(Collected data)
=== Section Start ===
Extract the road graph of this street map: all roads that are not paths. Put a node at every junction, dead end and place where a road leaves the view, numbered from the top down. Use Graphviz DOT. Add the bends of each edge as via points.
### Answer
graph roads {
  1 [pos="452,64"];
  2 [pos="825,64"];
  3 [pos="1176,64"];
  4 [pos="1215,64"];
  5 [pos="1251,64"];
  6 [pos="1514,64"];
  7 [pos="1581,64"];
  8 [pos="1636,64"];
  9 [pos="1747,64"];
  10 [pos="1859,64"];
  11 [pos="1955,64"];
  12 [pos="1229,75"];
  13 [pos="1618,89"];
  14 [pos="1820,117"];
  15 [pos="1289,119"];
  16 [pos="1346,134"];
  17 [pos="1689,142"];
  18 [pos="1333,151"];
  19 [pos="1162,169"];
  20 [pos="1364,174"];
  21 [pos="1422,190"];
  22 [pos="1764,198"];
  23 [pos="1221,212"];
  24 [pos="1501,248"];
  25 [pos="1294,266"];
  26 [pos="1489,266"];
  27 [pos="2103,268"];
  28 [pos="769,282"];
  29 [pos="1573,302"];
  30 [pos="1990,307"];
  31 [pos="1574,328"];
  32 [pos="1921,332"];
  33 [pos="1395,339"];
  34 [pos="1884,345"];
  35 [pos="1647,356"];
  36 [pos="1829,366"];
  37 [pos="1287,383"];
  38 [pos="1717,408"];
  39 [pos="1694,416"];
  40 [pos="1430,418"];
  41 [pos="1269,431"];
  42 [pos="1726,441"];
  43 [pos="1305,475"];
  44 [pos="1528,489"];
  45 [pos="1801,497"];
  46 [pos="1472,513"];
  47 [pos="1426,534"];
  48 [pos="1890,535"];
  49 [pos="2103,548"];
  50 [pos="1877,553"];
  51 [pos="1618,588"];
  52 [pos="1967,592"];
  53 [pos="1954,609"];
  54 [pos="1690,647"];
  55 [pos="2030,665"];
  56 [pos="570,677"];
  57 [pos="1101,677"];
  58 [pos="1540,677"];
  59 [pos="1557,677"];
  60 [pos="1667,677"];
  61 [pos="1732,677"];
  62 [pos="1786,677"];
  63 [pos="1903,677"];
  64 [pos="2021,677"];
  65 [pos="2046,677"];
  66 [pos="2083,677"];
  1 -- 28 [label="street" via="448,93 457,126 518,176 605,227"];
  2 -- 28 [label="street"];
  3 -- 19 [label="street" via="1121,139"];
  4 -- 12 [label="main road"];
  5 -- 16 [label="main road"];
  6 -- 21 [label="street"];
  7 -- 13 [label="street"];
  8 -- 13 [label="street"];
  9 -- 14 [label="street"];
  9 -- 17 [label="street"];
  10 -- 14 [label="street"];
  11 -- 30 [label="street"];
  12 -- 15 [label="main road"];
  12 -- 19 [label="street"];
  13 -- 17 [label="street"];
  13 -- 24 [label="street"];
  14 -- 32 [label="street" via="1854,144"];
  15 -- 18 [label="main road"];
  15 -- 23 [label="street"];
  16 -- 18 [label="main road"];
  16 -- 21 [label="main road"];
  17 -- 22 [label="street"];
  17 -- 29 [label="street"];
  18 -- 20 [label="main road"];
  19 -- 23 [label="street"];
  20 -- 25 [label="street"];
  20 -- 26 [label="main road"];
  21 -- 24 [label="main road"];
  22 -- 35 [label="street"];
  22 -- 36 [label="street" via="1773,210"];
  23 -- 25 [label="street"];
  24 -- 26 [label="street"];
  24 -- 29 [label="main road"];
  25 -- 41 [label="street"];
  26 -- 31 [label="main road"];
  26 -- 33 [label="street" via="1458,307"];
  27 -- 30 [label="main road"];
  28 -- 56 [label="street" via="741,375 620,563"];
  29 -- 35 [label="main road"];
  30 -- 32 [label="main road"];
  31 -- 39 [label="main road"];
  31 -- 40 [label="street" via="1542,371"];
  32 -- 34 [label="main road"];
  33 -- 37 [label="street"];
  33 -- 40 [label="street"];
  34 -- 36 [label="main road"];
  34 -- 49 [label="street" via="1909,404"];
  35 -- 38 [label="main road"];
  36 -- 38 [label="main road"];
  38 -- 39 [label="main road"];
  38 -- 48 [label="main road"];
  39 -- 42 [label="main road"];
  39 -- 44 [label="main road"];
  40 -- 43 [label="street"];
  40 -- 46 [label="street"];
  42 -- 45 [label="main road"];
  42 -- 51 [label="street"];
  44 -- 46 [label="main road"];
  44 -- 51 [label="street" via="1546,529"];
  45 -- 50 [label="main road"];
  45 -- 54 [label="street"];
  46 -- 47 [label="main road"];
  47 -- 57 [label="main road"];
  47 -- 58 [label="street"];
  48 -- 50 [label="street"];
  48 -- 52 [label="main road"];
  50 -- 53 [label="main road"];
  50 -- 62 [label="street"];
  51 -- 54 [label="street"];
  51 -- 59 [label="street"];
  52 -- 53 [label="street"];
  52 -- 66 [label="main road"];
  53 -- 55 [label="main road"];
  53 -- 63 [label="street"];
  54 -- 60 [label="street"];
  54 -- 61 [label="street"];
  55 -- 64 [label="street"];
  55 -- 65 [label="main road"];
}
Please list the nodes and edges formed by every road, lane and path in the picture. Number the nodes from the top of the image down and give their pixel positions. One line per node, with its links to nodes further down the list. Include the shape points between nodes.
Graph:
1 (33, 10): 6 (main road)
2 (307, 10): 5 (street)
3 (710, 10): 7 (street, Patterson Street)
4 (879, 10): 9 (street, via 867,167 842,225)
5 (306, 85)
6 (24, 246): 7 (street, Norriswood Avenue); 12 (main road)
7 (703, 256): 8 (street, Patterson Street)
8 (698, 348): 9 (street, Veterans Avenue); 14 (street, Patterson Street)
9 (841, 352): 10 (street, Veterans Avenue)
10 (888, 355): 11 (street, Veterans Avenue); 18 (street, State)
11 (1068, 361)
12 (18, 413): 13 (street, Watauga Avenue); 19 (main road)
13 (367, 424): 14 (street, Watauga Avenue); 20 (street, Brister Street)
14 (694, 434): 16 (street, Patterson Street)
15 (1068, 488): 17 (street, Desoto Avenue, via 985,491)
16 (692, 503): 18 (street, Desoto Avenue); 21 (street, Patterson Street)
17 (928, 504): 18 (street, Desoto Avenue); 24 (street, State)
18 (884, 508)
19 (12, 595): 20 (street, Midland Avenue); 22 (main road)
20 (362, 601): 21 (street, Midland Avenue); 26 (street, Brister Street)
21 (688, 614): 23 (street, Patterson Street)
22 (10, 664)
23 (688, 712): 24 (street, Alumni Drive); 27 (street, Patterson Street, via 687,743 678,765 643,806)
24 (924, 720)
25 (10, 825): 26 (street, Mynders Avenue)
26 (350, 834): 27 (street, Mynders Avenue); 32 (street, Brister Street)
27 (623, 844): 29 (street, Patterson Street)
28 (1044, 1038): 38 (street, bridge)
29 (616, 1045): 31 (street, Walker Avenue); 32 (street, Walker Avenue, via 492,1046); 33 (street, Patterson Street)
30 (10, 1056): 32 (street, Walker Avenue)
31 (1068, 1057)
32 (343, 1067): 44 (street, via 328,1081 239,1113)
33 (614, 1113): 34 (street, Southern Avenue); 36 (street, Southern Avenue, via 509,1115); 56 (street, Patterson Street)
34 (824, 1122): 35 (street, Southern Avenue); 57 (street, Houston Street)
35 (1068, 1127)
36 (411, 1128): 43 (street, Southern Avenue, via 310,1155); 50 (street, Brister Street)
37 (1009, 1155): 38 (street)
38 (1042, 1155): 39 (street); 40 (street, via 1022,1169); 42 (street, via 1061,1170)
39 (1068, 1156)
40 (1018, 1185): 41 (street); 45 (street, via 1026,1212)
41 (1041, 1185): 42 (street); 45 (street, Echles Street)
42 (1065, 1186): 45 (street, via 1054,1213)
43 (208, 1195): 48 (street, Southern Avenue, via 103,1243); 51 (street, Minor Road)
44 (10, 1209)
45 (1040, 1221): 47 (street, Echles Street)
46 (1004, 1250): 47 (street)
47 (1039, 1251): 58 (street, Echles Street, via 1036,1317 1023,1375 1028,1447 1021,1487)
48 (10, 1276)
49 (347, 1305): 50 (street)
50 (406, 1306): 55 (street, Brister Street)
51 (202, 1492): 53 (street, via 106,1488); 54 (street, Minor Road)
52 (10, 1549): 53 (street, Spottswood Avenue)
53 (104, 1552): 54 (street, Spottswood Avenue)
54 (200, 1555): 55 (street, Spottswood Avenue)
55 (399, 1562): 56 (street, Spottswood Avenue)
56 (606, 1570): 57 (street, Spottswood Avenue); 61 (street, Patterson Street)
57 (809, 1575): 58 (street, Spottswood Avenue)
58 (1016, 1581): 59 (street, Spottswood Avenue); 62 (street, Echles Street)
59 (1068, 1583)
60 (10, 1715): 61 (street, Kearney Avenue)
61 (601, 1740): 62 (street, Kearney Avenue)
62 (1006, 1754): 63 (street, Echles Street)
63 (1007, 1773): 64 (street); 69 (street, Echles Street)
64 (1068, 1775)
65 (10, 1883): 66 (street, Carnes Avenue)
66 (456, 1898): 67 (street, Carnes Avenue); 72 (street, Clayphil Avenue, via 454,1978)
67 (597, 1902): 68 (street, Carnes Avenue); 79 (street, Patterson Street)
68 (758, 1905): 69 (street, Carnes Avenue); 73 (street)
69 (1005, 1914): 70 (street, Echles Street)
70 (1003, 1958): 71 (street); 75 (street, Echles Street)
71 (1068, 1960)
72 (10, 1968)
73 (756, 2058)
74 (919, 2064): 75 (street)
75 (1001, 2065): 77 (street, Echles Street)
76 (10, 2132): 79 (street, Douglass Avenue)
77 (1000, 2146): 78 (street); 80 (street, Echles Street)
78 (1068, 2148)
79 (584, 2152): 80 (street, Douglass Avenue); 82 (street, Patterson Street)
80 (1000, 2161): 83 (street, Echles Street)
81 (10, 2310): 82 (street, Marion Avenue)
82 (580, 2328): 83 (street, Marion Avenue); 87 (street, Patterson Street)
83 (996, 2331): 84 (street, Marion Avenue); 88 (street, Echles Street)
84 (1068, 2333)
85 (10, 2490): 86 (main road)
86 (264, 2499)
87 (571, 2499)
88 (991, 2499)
=== Section End ===
**Problem to work on**: Within the entries above, find every line where the string "Midland" occurs, and copy it.

**Solution for this problem**:
19 (12, 595): 20 (street, Midland Avenue); 22 (main road)
20 (362, 601): 21 (street, Midland Avenue); 26 (street, Brister Street)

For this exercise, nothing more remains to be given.